Para santri  menghalang-halangi upaya paksa polisi, hingga pemeriksaan tak pernah terjadi. Bahkan kini tersangka menggugat praperadilan proses hukum kepolisian yang dilakukan terhadapnya.
Jika dicermati, kasus-kasus kekerasan seksual di Indonesia sebagain besar terjadi di lembaga pendidikan dan keagamaan.
Menurut sejumlah pakar kriminologi, hal itu bisa terjadi karena kesempatan berbuat di lingkungan tersebut memiliki peluang yang besar.
Struktur sosial yang kuat menjadi salah satu dasar kondisi seperti itu bisa terjadi.
Struktur sosial di sini berkaitan dengan budaya patron, orang-orang yang dianggap dihormati membuat orang disekitarnya menjadi sungkan sehingga kemauannya sulit ditolak.
Dengan demikian, struktur sosial di lembaga pendidikan dan keagamaan memungkinkan murid dan penganutnya yang posisinya berada "dibawahnya" menjadi tak memiliki kekuatan untuk menolak keinginannya.
Selain itu, ada stigma karena mereka pendidik atau ulama adalah seorang tokoh yang patut dupercayai, jadi ketika ada isu negatif terhadapnya, terutama untuk kasus-kasus kekerasaan seksual jarang yang mempercayainya.
Apalagi korbannya kebanyakan anak-anak dan anak menjelang dewasa alias remaja. Siapa yang akan lebih dipercayai, pastilah sang tokoh itu.
Fenomena ini berkaitan dengan relasi kuasa yang timpang. Â Posisi pelaku powerfull sementara korban posisinya powerless.
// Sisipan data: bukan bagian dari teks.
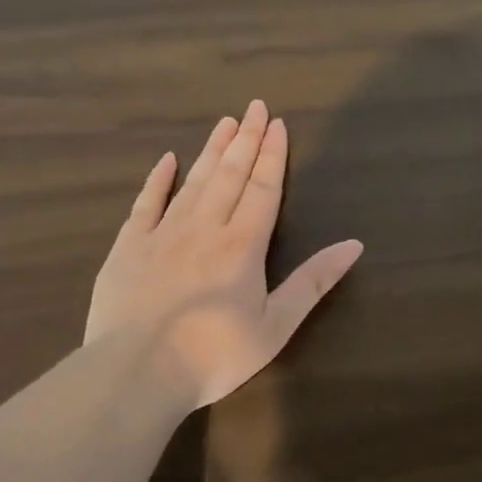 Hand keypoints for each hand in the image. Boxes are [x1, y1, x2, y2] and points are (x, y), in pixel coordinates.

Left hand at [86, 100, 362, 410]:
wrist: (135, 374)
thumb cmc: (214, 355)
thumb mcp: (275, 326)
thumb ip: (313, 282)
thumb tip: (354, 244)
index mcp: (242, 245)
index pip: (262, 189)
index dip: (272, 155)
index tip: (277, 124)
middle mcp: (204, 228)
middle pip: (229, 175)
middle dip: (245, 140)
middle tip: (254, 106)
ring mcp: (162, 234)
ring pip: (193, 182)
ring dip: (211, 150)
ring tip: (224, 122)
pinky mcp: (128, 248)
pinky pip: (146, 204)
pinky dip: (158, 180)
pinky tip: (167, 160)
Oleh sebab itu, salah satu hal yang paling penting untuk menghindari peristiwa kekerasan seksual, anak-anak dan remaja mendapat pemahaman yang cukup terkait edukasi seks dengan bahasa yang mudah dipahami dan dapat diterima dengan baik oleh dirinya.
Selain tentu saja peran pemerintah dan parlemen sangat dibutuhkan untuk membuat regulasi terkait perlindungan terhadap kekerasan seksual.